Scottish Gaelic nationalistic slogan

Alba gu bràth (/gd/) is a Scottish Gaelic phrase used to express allegiance to Scotland (Alba). Idiomatically it translates into English as 'Scotland forever', though the literal meaning is 'Scotland until judgement' referring to the religious idea of a great judgement at the end of time.

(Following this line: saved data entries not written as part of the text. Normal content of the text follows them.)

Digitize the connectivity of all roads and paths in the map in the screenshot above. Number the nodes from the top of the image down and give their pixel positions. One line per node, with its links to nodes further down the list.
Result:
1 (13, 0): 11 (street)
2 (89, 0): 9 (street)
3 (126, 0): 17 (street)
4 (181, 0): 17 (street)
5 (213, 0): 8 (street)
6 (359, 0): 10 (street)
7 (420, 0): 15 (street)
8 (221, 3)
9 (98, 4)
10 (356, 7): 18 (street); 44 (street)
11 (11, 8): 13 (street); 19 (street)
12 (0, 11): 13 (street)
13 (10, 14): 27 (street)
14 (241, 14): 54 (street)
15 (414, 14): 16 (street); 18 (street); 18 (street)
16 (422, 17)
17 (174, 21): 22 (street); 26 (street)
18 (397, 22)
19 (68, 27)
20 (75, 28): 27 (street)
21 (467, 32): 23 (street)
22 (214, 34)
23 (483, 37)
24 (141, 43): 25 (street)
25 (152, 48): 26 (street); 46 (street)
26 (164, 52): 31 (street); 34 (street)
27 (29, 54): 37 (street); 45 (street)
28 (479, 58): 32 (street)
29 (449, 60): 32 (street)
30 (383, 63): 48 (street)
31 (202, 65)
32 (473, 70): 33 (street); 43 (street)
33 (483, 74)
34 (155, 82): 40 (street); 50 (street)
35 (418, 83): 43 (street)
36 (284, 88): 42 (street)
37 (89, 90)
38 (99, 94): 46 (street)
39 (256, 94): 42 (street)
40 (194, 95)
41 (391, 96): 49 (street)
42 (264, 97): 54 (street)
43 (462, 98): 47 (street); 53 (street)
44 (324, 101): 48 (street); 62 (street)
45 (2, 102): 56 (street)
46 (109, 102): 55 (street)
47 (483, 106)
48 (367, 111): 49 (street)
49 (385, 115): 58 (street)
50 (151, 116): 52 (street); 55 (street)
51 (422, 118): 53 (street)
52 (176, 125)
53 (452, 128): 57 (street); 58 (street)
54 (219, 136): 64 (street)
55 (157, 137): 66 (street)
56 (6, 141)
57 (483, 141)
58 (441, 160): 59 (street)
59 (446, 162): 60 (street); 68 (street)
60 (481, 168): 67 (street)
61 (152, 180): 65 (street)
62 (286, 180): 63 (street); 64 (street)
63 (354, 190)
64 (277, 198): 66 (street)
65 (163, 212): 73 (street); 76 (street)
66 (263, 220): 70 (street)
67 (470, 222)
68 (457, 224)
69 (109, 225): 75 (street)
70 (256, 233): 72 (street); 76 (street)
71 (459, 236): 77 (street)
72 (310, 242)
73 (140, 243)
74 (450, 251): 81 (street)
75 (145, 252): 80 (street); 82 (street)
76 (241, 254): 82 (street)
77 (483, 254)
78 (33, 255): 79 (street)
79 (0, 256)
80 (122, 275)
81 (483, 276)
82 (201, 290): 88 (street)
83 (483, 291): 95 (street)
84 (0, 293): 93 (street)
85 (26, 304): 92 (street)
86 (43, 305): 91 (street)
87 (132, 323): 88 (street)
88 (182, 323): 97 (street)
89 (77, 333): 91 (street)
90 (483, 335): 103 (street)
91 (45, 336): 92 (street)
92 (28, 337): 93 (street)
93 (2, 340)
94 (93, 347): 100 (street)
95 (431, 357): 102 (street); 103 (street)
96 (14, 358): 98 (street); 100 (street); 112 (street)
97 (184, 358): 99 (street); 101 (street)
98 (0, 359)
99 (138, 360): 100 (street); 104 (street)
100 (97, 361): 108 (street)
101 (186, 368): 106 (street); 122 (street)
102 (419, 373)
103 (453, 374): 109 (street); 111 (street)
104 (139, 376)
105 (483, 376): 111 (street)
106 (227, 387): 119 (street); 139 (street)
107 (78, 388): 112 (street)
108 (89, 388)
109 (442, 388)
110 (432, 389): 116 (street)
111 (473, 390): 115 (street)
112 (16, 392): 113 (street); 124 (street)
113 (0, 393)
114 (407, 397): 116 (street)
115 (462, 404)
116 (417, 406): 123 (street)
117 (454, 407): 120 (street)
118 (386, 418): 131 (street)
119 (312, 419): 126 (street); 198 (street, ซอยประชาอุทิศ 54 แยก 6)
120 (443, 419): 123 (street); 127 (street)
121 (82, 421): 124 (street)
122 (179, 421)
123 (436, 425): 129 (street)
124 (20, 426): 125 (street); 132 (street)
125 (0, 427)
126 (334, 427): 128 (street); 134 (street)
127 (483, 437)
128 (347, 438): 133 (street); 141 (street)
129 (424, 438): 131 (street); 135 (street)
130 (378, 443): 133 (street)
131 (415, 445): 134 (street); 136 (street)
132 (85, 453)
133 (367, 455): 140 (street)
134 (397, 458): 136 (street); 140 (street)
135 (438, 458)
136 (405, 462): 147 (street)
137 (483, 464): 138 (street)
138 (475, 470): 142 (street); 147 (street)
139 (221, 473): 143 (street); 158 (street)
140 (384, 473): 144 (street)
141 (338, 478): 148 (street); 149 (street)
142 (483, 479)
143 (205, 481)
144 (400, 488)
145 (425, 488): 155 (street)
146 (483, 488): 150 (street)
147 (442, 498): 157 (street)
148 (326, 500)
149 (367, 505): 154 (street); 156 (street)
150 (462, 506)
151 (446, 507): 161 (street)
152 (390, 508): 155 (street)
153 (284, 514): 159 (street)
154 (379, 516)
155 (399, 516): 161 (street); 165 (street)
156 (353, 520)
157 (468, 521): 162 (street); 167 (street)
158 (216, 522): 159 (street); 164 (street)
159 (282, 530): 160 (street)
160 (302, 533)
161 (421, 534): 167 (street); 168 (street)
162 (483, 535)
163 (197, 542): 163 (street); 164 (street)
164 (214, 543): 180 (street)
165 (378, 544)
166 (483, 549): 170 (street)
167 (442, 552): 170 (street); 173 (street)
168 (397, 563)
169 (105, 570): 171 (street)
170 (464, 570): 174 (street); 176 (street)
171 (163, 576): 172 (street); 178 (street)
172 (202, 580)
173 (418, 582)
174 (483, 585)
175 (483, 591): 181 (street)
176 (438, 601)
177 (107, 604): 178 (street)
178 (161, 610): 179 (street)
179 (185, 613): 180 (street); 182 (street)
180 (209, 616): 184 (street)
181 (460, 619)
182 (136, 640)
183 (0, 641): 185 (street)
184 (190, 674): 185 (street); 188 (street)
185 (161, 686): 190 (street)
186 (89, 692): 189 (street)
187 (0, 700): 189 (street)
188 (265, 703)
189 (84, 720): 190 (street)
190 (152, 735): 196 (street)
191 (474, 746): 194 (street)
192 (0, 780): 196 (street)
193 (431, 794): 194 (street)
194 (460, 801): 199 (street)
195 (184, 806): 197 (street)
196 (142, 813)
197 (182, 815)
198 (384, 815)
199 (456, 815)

The phrase is parallel to the Irish Éirinn go Brách ('Ireland Forever'), Welsh language slogan Cymru am byth ('Wales forever'), the Breton Breizh da viken ('Brittany forever') or the Cornish language Kernow bys vykken ('Cornwall forever').

== Popular culture ==
In the 1995 film Braveheart, Scottish knight William Wallace (portrayed by Mel Gibson) shouts "Alba gu bràth" as he gallops across the front of his assembled Scottish troops just prior to their decisive victory at the Battle of Stirling Bridge.

In 2019 the Alba Gu Bràth tartan was added to the Scottish Register of Tartans.

For the 2024-2025 season, the Scottish Rugby team wore a white & sky blue away jersey with "Alba gu bràth" written on the cuffs.

It has also been used on some Scotland Football National team shirts over the past few seasons.